Filter the entries for the word "lines". Copy each line in which it occurs.

[Opening Material for this task section]

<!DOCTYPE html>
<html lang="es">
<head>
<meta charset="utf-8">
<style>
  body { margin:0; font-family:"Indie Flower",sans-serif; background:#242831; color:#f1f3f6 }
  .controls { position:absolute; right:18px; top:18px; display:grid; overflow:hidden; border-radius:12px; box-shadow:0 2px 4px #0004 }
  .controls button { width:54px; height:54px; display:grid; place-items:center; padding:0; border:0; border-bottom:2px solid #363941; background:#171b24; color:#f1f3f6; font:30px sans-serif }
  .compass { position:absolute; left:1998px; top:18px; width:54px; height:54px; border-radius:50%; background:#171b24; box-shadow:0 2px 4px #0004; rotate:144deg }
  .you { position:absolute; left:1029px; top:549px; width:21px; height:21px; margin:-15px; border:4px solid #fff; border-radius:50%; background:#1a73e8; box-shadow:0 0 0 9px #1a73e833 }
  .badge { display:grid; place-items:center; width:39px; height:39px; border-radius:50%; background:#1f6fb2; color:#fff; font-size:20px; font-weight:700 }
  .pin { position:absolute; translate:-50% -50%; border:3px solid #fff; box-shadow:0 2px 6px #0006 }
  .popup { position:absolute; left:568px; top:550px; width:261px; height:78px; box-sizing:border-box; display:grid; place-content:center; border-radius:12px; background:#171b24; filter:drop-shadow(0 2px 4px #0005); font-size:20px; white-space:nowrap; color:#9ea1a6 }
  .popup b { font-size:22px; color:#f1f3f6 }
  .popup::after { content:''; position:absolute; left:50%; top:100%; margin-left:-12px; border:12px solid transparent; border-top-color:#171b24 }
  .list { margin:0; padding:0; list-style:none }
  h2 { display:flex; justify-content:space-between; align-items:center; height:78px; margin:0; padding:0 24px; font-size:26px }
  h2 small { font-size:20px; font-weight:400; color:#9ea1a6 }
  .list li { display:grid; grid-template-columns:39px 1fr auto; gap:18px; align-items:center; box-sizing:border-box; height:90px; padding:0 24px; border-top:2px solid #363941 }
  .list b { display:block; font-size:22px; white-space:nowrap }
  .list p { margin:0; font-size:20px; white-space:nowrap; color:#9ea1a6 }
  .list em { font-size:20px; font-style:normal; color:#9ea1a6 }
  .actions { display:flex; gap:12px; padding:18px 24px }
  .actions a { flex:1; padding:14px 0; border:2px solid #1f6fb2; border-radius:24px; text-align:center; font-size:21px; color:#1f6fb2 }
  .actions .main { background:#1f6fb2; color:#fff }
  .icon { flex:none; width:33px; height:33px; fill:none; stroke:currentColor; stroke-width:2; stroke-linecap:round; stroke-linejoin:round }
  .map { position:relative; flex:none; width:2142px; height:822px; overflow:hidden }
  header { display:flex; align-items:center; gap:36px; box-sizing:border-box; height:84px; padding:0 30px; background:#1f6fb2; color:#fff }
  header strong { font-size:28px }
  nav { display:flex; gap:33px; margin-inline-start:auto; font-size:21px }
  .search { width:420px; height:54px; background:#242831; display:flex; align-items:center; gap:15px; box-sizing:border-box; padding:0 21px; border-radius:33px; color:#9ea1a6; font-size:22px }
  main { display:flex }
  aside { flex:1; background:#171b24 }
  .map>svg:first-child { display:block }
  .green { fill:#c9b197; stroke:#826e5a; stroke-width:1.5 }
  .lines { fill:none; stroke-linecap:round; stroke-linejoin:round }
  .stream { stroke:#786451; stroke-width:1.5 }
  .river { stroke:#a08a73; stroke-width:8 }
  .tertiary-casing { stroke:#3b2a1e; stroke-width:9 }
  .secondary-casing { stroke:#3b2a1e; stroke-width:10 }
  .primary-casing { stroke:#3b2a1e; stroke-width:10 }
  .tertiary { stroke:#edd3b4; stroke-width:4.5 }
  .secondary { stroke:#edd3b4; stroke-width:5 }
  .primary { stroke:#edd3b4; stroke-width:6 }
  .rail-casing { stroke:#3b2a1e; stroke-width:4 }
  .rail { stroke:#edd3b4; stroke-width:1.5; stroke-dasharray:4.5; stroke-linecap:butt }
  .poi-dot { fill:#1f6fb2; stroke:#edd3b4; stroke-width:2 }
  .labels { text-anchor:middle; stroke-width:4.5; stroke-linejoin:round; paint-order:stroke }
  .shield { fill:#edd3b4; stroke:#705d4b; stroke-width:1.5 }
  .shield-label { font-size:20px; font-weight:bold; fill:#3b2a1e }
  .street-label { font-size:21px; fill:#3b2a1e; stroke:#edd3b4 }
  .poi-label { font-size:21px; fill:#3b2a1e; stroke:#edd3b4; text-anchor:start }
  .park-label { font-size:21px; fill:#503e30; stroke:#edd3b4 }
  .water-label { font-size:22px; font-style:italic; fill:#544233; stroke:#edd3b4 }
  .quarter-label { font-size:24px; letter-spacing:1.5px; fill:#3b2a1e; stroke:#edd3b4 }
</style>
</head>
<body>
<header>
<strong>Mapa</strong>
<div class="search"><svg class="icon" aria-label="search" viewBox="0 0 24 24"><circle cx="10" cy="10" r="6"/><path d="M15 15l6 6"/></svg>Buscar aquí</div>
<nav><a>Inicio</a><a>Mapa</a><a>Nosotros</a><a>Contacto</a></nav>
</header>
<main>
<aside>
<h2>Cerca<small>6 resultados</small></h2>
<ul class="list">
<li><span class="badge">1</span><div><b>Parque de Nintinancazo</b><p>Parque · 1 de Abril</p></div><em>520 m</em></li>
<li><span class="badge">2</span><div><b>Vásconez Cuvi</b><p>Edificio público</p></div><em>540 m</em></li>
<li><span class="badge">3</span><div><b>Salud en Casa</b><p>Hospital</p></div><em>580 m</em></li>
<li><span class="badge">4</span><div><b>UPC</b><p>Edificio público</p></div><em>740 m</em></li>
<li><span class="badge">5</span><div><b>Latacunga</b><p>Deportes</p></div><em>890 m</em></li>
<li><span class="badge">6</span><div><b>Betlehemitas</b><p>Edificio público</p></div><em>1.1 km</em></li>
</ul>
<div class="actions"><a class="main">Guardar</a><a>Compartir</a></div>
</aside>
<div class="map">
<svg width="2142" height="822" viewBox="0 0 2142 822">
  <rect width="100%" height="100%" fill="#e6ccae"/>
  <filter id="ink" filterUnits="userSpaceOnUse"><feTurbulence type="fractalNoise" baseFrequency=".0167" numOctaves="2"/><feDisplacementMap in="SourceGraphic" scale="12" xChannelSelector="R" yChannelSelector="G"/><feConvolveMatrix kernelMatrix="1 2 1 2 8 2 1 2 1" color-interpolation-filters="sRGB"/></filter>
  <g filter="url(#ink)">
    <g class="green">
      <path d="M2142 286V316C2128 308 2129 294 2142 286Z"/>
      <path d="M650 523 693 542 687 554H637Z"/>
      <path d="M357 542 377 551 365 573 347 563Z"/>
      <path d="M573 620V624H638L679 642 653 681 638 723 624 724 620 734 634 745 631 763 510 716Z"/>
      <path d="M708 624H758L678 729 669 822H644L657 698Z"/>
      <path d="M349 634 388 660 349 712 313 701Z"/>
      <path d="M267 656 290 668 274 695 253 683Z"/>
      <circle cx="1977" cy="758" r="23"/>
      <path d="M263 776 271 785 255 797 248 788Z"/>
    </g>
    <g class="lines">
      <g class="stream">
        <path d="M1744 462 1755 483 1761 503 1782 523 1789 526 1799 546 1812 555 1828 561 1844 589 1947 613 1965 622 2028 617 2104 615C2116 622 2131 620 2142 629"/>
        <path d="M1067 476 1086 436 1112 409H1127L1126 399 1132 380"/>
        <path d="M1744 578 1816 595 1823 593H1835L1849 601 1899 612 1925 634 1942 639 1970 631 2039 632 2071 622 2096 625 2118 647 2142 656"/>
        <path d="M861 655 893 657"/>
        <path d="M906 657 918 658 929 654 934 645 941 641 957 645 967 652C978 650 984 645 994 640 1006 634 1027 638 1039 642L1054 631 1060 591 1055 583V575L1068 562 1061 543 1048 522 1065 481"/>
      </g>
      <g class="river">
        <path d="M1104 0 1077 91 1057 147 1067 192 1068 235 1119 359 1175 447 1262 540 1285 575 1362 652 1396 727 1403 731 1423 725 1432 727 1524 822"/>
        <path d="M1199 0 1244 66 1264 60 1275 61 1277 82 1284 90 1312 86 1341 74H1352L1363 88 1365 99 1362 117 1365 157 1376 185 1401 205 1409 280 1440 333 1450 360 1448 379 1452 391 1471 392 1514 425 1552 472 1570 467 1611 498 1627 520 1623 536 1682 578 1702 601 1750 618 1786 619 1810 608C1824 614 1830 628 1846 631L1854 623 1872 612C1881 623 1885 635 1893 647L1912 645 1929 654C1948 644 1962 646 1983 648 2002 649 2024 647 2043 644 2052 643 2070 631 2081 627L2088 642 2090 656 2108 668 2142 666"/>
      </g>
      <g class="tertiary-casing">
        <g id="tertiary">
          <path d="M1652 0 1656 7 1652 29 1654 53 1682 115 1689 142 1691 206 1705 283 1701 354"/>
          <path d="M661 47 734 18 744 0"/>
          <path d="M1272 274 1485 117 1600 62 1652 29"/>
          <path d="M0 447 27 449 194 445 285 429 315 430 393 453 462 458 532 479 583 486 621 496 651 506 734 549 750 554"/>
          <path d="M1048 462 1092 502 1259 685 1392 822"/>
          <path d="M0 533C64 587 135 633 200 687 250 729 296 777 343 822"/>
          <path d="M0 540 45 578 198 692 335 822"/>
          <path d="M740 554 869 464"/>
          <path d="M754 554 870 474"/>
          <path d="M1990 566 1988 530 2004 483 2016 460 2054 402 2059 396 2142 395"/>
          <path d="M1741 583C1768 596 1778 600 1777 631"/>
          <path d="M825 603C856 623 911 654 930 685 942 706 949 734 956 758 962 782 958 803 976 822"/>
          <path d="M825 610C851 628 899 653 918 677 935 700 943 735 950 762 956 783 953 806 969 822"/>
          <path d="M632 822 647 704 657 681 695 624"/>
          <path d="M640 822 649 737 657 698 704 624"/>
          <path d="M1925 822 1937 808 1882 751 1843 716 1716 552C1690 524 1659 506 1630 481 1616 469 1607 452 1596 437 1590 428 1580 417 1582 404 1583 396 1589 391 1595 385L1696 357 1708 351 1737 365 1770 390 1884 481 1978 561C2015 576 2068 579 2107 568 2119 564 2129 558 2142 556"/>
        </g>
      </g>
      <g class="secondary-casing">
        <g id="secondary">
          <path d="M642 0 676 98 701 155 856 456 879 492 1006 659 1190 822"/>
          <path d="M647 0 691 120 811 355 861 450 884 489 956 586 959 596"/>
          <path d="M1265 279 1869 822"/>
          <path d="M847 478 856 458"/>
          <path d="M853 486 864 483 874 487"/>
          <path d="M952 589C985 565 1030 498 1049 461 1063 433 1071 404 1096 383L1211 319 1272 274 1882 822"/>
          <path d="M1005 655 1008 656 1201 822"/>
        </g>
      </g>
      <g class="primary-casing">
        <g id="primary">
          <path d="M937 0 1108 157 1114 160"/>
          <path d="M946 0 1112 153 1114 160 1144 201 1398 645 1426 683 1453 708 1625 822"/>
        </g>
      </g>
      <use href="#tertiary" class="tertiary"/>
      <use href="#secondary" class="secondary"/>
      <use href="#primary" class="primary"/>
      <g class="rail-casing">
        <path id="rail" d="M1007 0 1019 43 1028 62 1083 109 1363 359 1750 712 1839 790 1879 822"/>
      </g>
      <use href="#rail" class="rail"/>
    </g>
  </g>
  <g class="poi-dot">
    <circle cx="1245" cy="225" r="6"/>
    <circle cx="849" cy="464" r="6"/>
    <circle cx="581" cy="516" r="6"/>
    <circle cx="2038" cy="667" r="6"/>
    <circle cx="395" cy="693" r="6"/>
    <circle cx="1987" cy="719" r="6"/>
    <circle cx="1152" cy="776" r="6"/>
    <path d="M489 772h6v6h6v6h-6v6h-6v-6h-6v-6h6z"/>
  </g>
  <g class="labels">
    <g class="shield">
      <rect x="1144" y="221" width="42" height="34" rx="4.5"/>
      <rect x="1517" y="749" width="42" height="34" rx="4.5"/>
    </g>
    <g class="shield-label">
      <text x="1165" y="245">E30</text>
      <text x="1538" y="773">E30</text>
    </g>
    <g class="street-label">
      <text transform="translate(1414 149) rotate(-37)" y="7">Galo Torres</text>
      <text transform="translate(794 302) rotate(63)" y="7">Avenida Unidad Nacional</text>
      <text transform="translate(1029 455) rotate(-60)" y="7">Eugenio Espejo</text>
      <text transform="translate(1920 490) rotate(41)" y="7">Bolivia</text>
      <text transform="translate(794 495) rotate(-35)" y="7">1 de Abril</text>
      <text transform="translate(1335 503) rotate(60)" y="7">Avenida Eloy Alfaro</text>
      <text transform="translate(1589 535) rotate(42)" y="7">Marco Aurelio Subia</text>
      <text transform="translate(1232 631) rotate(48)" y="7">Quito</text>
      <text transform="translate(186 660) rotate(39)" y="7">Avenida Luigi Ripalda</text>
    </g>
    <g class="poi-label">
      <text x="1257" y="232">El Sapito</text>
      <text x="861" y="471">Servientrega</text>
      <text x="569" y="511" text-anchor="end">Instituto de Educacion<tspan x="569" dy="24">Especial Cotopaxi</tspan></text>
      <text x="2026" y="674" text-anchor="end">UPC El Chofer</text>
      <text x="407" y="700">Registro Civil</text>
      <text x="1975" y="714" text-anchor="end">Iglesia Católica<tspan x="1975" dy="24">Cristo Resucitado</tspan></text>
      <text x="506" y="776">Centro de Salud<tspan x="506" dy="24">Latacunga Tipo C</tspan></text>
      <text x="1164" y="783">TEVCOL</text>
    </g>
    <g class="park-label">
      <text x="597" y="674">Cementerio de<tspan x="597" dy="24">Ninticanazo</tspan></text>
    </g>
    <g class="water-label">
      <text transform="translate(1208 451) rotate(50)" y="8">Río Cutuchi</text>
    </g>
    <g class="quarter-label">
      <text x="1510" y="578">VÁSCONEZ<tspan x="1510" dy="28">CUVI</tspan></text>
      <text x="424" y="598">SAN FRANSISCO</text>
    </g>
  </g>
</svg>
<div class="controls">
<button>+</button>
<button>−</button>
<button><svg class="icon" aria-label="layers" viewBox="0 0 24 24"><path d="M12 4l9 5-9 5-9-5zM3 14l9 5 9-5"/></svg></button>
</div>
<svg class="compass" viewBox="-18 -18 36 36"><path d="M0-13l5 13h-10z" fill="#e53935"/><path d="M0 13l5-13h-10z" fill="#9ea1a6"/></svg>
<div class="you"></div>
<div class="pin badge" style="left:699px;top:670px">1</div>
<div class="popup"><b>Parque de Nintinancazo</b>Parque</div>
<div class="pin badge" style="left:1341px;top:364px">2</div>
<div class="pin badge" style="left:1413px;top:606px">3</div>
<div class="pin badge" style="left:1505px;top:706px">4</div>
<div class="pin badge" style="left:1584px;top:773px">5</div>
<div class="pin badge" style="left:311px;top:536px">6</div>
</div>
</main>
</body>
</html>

[Closing Material for this task section]

__Reply__:
  .lines { fill:none; stroke-linecap:round; stroke-linejoin:round }
    <g class="lines">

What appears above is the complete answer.